Did the layout for the digest size version. Had to mess around with the font size and the OGL license text font size to get everything into 24 pages.

March 29th
Final Digest PDF created and sent to John Adams
Greyhawk homage cover created for RPGNow.

March 31st
Finished the Letter size PDF it is 15 pages compared to the digest’s 24 page. I had to leave the last page blank per Lightning Source specs.

Letter size PDF is successfully converted to PDFX/1a format using Adobe Acrobat

Setup RPGNow product and uploaded files

Setup RPGNow print on demand I chose full color costing $2.50 per book.

Decide to go with $7 for my book price which nets me $2.77 per sale. If I was going to sell the PDF I would have sold it for $4. Which I calculated by dividing 2.77 by .65 and rounding to the nearest whole dollar amount. The .65 comes from the 65% I get from RPGNow.

April 2nd
Print PDF now goes into Lightning Source processing queue.

April 8th
Print PDF clears processing and now available for order. I could have released then but that not a good idea until I see for myself what it looks like.
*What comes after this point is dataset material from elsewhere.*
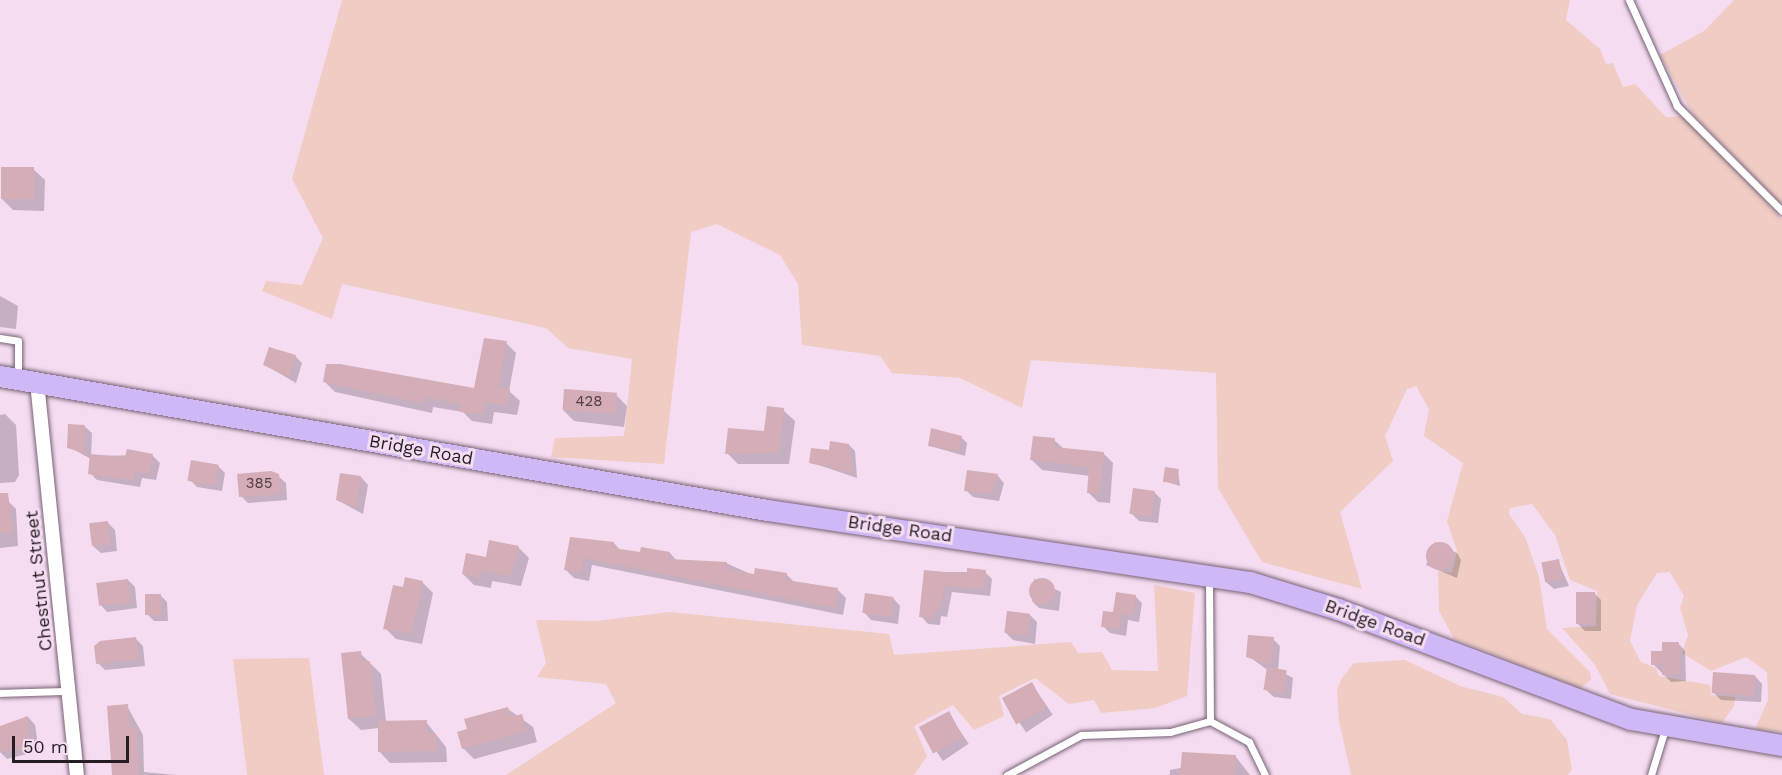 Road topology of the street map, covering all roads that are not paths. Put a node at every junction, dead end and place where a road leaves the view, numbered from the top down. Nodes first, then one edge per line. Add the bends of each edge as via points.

So I order two books for myself costing 11.45. Shipping doubles the price.

April 14th
Books get here and look great! Release of Blackmarsh.

April 15th
286 gamers downloaded or bought Blackmarsh. Hopefully are enjoying reading it and getting some great ideas for their campaign. 50 gamers downloaded the Blackmarsh SRD at batintheattic.com. Note if you ordered the free PDF off of RPGNow it has the SRD.